What is required - Your answer should be the complete set of entries, transcribed exactly.

Source information -
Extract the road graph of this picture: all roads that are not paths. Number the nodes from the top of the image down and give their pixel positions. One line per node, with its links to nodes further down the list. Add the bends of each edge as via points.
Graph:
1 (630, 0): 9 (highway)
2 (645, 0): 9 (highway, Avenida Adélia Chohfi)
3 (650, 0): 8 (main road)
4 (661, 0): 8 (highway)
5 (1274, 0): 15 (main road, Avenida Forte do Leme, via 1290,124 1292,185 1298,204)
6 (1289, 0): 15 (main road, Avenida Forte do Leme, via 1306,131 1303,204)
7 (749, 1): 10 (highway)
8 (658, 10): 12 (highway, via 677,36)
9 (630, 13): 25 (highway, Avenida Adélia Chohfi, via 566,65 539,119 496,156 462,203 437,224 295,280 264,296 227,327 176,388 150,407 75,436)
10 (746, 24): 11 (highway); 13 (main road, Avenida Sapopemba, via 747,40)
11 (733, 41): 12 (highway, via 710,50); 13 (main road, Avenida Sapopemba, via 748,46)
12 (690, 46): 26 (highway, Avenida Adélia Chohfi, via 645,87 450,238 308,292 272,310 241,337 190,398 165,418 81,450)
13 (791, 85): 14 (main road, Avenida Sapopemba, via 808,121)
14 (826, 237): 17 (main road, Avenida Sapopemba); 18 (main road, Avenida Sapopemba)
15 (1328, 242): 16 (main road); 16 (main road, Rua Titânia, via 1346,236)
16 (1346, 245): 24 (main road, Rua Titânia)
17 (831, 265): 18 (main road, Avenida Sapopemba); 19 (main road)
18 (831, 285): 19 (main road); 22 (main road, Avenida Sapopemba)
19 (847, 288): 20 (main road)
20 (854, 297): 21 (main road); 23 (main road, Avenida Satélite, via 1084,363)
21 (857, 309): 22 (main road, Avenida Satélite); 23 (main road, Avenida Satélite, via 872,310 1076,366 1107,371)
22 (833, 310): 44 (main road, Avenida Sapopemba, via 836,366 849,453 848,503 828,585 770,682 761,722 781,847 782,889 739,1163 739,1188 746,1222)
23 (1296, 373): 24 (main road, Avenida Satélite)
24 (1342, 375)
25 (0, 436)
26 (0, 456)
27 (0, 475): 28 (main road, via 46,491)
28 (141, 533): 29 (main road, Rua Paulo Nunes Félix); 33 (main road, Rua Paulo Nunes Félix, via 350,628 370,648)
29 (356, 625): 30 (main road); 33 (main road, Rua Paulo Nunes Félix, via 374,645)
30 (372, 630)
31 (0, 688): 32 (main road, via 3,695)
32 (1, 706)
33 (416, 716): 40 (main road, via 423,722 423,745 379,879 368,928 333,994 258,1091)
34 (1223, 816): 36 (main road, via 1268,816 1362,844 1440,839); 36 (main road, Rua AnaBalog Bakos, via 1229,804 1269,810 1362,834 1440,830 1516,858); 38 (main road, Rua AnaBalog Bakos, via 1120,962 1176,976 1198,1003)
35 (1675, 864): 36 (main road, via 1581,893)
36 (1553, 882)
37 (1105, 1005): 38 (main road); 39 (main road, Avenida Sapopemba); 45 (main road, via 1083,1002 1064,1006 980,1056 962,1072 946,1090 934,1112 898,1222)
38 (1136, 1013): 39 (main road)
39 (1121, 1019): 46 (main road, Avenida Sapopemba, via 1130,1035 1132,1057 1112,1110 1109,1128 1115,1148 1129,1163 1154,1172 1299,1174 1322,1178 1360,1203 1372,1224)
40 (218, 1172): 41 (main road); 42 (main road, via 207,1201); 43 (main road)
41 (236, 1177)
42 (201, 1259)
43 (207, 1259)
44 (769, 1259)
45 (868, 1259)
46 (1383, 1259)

Answer -
Extract the road graph of this picture: all roads that are not paths. Number the nodes from the top of the image down and give their pixel positions. One line per node, with its links to nodes further down the list. Add the bends of each edge as via points.
Graph:
1 (630, 0): 9 (highway)
2 (645, 0): 9 (highway, Avenida Adélia Chohfi)
3 (650, 0): 8 (main road)
4 (661, 0): 8 (highway)
5 (1274, 0): 15 (main road, Avenida Forte do Leme, via 1290,124 1292,185 1298,204)
6 (1289, 0): 15 (main road, Avenida Forte do Leme, via 1306,131 1303,204)
7 (749, 1): 10 (highway)
8 (658, 10): 12 (highway, via 677,36)
9 (630, 13): 25 (highway, Avenida Adélia Chohfi, via 566,65 539,119 496,156 462,203 437,224 295,280 264,296 227,327 176,388 150,407 75,436)
10 (746, 24): 11 (highway); 13 (main road, Avenida Sapopemba, via 747,40)
11 (733, 41): 12 (highway, via 710,50); 13 (main road, Avenida Sapopemba, via 748,46)
12 (690, 46): 26 (highway, Avenida Adélia Chohfi, via 645,87 450,238 308,292 272,310 241,337 190,398 165,418 81,450)
13 (791, 85): 14 (main road, Avenida Sapopemba, via 808,121)
14 (826, 237): 17 (main road, Avenida Sapopemba); 18 (main road, Avenida Sapopemba)
15 (1328, 242): 16 (main road); 16 (main road, Rua Titânia, via 1346,236)
16 (1346, 245): 24 (main road, Rua Titânia)
17 (831, 265): 18 (main road, Avenida Sapopemba); 19 (main road)
18 (831, 285): 19 (main road); 22 (main road, Avenida Sapopemba)
19 (847, 288): 20 (main road)
20 (854, 297): 21 (main road); 23 (main road, Avenida Satélite, via 1084,363)
21 (857, 309): 22 (main road, Avenida Satélite); 23 (main road, Avenida Satélite, via 872,310 1076,366 1107,371)
22 (833, 310): 44 (main road, Avenida Sapopemba, via 836,366 849,453 848,503 828,585 770,682 761,722 781,847 782,889 739,1163 739,1188 746,1222)
23 (1296, 373): 24 (main road, Avenida Satélite)
24 (1342, 375)
25 (0, 436)
26 (0, 456)
27 (0, 475): 28 (main road, via 46,491)
28 (141, 533): 29 (main road, Rua Paulo Nunes Félix); 33 (main road, Rua Paulo Nunes Félix, via 350,628 370,648)
29 (356, 625): 30 (main road); 33 (main road, Rua Paulo Nunes Félix, via 374,645)
30 (372, 630)
31 (0, 688): 32 (main road, via 3,695)
32 (1, 706)
33 (416, 716): 40 (main road, via 423,722 423,745 379,879 368,928 333,994 258,1091)
34 (1223, 816): 36 (main road, via 1268,816 1362,844 1440,839); 36 (main road, Rua AnaBalog Bakos, via 1229,804 1269,810 1362,834 1440,830 1516,858); 38 (main road, Rua AnaBalog Bakos, via 1120,962 1176,976 1198,1003)
35 (1675, 864): 36 (main road, via 1581,893)
36 (1553, 882)
37 (1105, 1005): 38 (main road); 39 (main road, Avenida Sapopemba); 45 (main road, via 1083,1002 1064,1006 980,1056 962,1072 946,1090 934,1112 898,1222)
38 (1136, 1013): 39 (main road)
39 (1121, 1019): 46 (main road, Avenida Sapopemba, via 1130,1035 1132,1057 1112,1110 1109,1128 1115,1148 1129,1163 1154,1172 1299,1174 1322,1178 1360,1203 1372,1224)
40 (218, 1172): 41 (main road); 42 (main road, via 207,1201); 43 (main road)
41 (236, 1177)
42 (201, 1259)
43 (207, 1259)
44 (769, 1259)
45 (868, 1259)
46 (1383, 1259)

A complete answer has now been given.